Exercise instructions: Looking at the data that follows, count the lines containing the word "dead" and write down only that count.

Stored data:
+ + + +

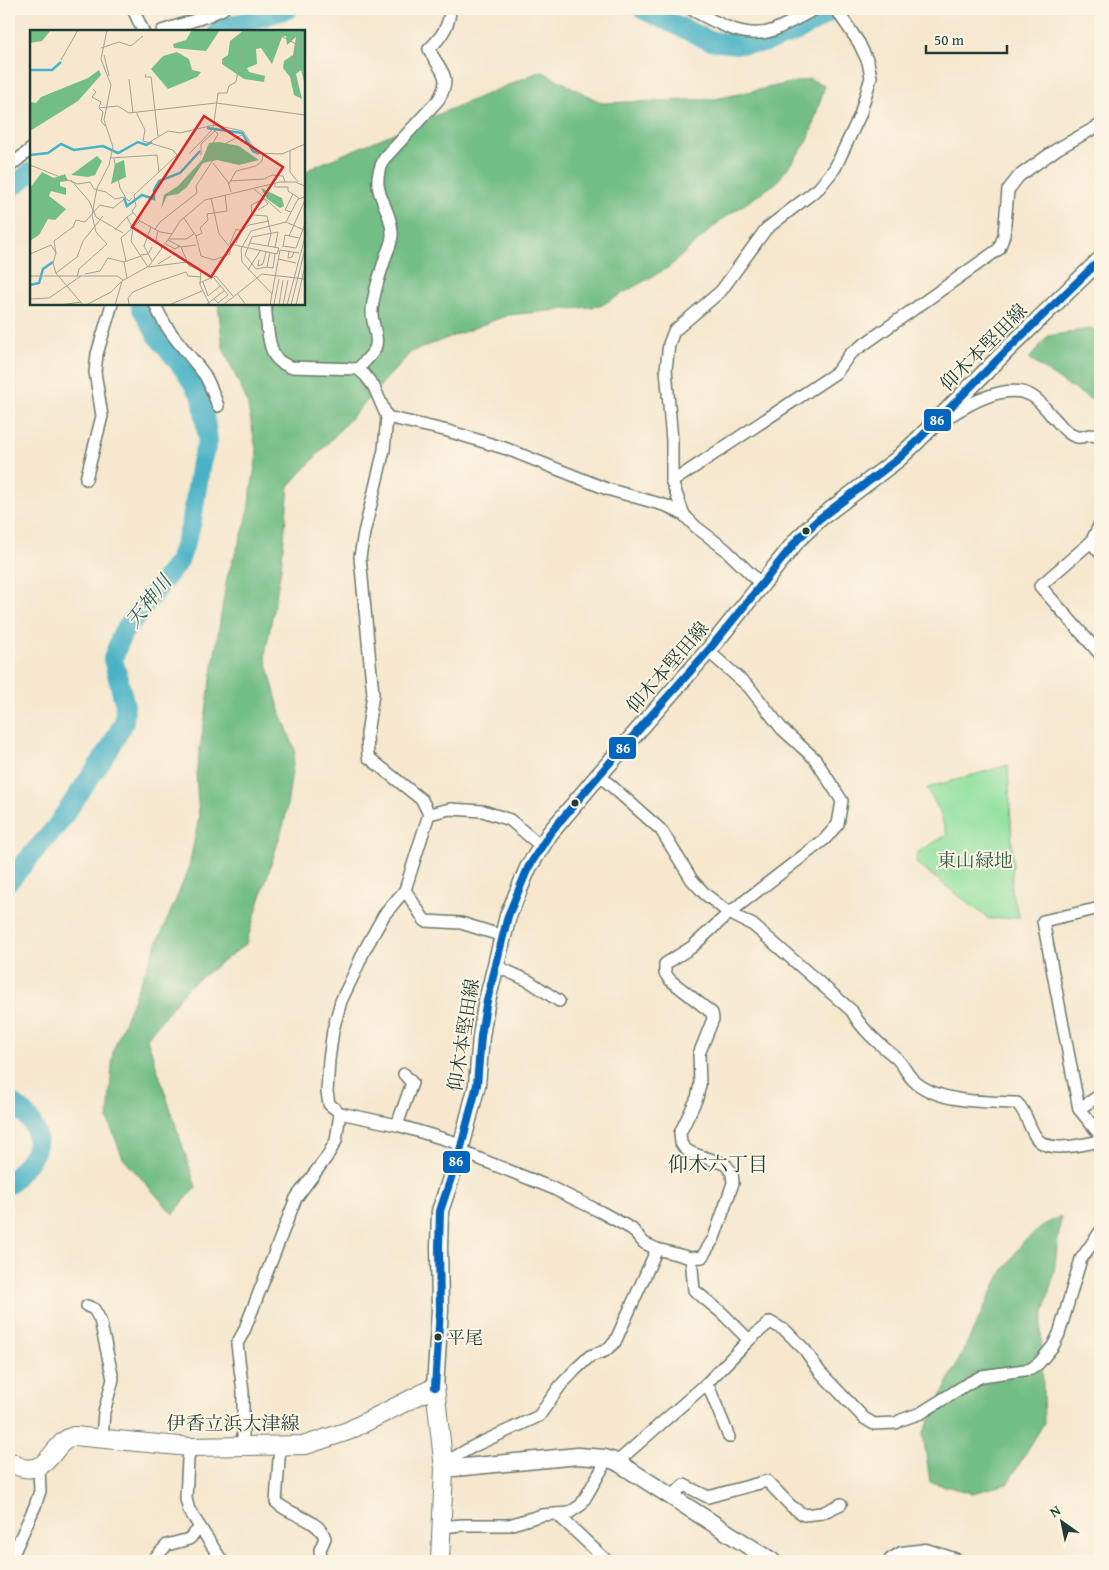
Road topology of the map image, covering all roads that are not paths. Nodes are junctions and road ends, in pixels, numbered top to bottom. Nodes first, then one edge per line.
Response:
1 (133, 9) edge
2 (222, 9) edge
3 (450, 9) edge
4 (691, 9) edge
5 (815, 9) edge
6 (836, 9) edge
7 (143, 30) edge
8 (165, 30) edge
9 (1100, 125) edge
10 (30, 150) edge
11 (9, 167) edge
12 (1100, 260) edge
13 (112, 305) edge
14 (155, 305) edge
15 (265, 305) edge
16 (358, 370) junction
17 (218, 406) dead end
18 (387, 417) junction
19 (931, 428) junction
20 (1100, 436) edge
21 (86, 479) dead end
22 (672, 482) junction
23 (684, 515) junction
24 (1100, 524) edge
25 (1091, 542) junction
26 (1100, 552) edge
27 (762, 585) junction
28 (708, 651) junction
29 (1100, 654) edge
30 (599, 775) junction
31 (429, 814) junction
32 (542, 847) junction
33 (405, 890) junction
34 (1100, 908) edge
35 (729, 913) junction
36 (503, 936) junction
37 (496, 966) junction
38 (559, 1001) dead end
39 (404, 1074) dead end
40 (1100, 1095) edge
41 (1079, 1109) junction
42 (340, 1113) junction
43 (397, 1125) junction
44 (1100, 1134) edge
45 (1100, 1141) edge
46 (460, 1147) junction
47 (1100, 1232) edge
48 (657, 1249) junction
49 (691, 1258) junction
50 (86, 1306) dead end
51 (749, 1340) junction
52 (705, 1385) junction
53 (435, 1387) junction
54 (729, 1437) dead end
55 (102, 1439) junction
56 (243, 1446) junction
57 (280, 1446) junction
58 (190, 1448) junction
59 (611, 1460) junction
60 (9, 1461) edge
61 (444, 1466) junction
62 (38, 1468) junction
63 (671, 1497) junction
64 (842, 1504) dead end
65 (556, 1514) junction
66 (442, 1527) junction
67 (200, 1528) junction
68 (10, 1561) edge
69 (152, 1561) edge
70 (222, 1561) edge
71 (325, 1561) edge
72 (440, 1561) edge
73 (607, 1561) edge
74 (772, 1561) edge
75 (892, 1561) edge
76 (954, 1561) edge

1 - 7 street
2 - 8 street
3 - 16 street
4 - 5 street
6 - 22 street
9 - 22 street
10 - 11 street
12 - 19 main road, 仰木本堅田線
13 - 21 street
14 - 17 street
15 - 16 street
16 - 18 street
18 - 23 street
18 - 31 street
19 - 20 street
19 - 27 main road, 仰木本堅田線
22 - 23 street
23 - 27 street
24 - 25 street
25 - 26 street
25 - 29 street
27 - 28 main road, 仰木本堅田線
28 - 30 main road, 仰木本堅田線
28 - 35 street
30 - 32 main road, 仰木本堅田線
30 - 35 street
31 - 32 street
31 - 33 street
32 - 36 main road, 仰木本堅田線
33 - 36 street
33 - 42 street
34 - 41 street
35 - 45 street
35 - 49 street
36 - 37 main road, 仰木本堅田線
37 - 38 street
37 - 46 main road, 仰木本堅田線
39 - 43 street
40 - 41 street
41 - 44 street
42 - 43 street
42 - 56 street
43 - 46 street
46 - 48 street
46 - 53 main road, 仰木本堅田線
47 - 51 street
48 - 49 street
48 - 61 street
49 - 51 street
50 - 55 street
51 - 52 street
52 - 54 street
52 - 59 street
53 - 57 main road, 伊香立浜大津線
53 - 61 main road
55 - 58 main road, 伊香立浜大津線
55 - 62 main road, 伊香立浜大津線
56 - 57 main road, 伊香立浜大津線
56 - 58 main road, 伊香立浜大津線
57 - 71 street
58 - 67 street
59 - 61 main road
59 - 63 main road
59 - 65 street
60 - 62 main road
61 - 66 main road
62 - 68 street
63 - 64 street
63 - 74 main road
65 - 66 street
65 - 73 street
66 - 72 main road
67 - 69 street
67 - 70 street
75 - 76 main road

+ + + +

Exercise answer: 7